By Paul Walker 25/02/2013

The Gunderson report referred to in the previous posting on the effects of the minimum wage in Canada also has a short section on the effects in the U.K. The interesting point about the U.K. experience is that British studies of the effect of minimum wages are effectively divided into two periods. Prior to 1993, minimum wages in the U.K. were set at the industry level by Wage Councils.

A limited number of studies evaluated their effects and found no negative effect on employment and occasionally a positive effect, albeit not statistically significant (Machin and Manning 1994, Dickens, Machin and Manning 1999). Even though this evidence is consistent with that found by Card and Kruger in the U.S., Card and Kruger (1995, p. 271) raise the concern that this lack of effect may reflect the possibility that “Wage Councils might have set rates strategically, raising them in industries that were expected to grow, and lowering them in industries that were expected to shrink.”

The second period started in 1999 when Britain adopted its first-ever national minimum wage.

The Low Pay Commission (2000) reported that its background studies did not find negative effects.

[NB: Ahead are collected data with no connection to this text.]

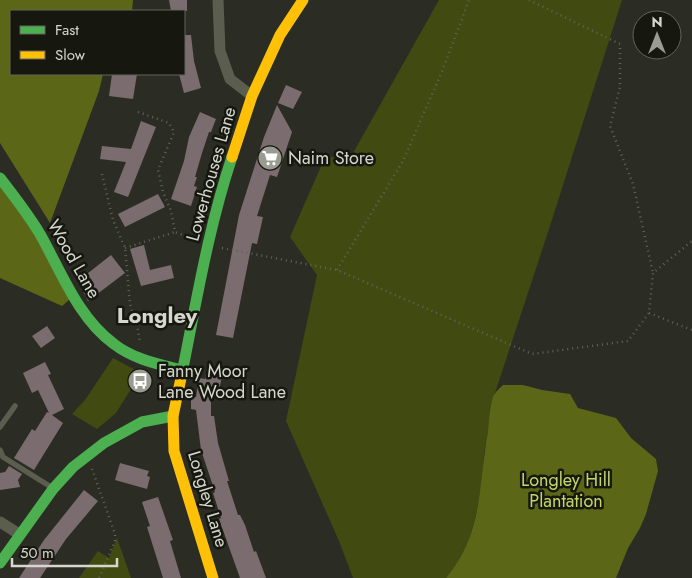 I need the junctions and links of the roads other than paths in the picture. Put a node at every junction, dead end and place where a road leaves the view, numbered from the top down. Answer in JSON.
{"nodes":[{"id":1,"x":218,"y":0,"type":"edge"},
{"id":2,"x":303,"y":0,"type":"edge"},
{"id":3,"x":252,"y":96,"type":"junction"},
{"id":4,"x":0,"y":178,"type":"edge"},
{"id":5,"x":181,"y":370,"type":"junction"},
{"id":6,"x":15,"y":406,"type":"dead end"},
{"id":7,"x":173,"y":416,"type":"junction"},
{"id":8,"x":0,"y":427,"type":"edge"},
{"id":9,"x":0,"y":450,"type":"edge"},
{"id":10,"x":53,"y":488,"type":"junction"},
{"id":11,"x":0,"y":522,"type":"edge"},
{"id":12,"x":19,"y":534,"type":"junction"},
{"id":13,"x":0,"y":563,"type":"edge"},
{"id":14,"x":213,"y":578,"type":"edge"}],
"edges":[{"from":1,"to":3,"type":"street"},
{"from":2,"to":3,"type":"street","name":"Lowerhouses Lane"},
{"from":3,"to":5,"type":"street","name":"Lowerhouses Lane"},
{"from":4,"to":5,"type":"street","name":"Wood Lane"},
{"from":5,"to":7,"type":"street","name":"Longley Lane"},
{"from":6,"to":8,"type":"lane"},
{"from":7,"to":10,"type":"street"},
{"from":7,"to":14,"type":"street","name":"Longley Lane"},
{"from":9,"to":10,"type":"lane"},
{"from":10,"to":12,"type":"street"},
{"from":11,"to":12,"type":"street"},
{"from":12,"to":13,"type":"street"}]}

However, these were essentially case studies or surveys indicating perceptions of the effect at the time the law was passed. More rigorous econometric evaluations, however, generally (but not always) come to a similar conclusion. More specifically:

  • Overall, there does not appear to be an adverse employment effect economy-wide (Stewart 2004).
  • There was a conventional adverse employment effect, however, in the low-wage sector where minimum wages would be expected to have an impact. The elasticity of employment with respect to the minimum wage increase ranged from about -0.01 to -0.03 in the low-wage nursing home care sector, indicating that a 10% increase in the minimum wage would reduce employment by about 1% to 3%. This is exactly the “consensus” range of estimates based on earlier US studies.
  • There is no evidence of spillover effects on wages near the minimum nor of any impact on wage inequality (Dickens and Manning 2004)
  • There is no evidence of a negative impact on training; if anything, the effects are positive (Arulampalam, Booth and Bryan 2004).

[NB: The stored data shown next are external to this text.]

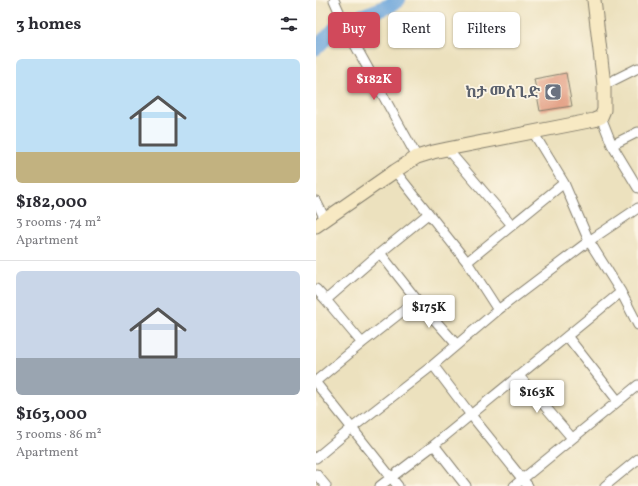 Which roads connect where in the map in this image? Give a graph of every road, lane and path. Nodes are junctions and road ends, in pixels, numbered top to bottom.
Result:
1 (334, 0) edge
2 (595, 4) edge
3 (638, 68) edge
4 (604, 86) junction
5 (601, 117) junction
6 (533, 132) junction
7 (638, 132) edge
8 (612, 145) junction
9 (448, 148) junction
10 (417, 157) junction
11 (395, 171) junction
12 (564, 183) junction
13 (638, 188) edge
14 (316, 201) edge
15 (638, 208) edge
16 (428, 214) junction
17 (320, 222) edge
18 (512, 225) junction
19 (589, 241) junction
20 (380, 253) junction
21 (467, 262) junction
22 (316, 289) edge
23 (621, 292) junction
24 (326, 300) junction
25 (417, 300) junction
26 (498, 310) junction
27 (638, 325) edge
28 (567, 336) junction
29 (362, 343) junction
30 (457, 345) junction
31 (433, 365) junction
32 (519, 376) junction
33 (316, 382) edge
34 (638, 385) edge
35 (618, 401) junction
36 (471, 415) junction
37 (352, 428) junction
38 (572, 438) junction
39 (434, 445) junction
40 (316, 458) edge
41 (638, 459) edge
42 (316, 474) edge
43 (391, 477) junction
44 (525, 483) edge
45 (326, 486) edge
46 (380, 486) edge
47 (398, 486) edge
48 (466, 486) edge
49 (514, 486) edge
50 (605, 486) edge

1 - 10 street
2 - 4 street
3 - 4 street
4 - 5 street
5 - 6 street
5 - 8 street
6 - 9 street
6 - 12 street
7 - 8 street
8 - 13 street
9 - 10 street
9 - 18 street
10 - 11 street
11 - 16 street
11 - 17 street
12 - 18 street
12 - 19 street
14 - 17 street
15 - 19 street
16 - 20 street
16 - 21 street
18 - 21 street
19 - 23 street
19 - 26 street
20 - 24 street
20 - 25 street
21 - 26 street
22 - 24 street
23 - 27 street
23 - 28 street
24 - 29 street
25 - 29 street
25 - 30 street
26 - 30 street
28 - 32 street
28 - 35 street
29 - 33 street
30 - 31 street
31 - 36 street
31 - 37 street
32 - 36 street
32 - 38 street
33 - 37 street
34 - 35 street
35 - 38 street
36 - 39 street
36 - 44 street
37 - 40 street
37 - 43 street
38 - 44 street
39 - 43 street
39 - 48 street
41 - 50 street
42 - 45 street
43 - 46 street
43 - 47 street
44 - 49 street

Thus the U.K. experience suggests that their more recent national minimum wage did not have negative effects except in the low-wage sector. Which is many ways is what you would expect. But Gunderson notes that there are four qualifications that should be kept in mind when looking at the recent British experience:

  • The case studies and surveys are based on perceptions at the time of the policy.
  • The econometric studies, while solid, were done shortly after the minimum wage came into effect so that longer-run effects are not observed.
  • The policy was anticipated and some adjustments may have occurred prior, making the before-and-after comparisons appear small.
  • The minimum wage increases were very small and were based on “what we believed the economy and business could manage” (Low Pay Commission, 2000, p. vii). In other words the wage increases were instituted at a time when they could more easily be absorbed.

So again, in the U.K., you see negative employment effects in the low-wage sectors of the economy.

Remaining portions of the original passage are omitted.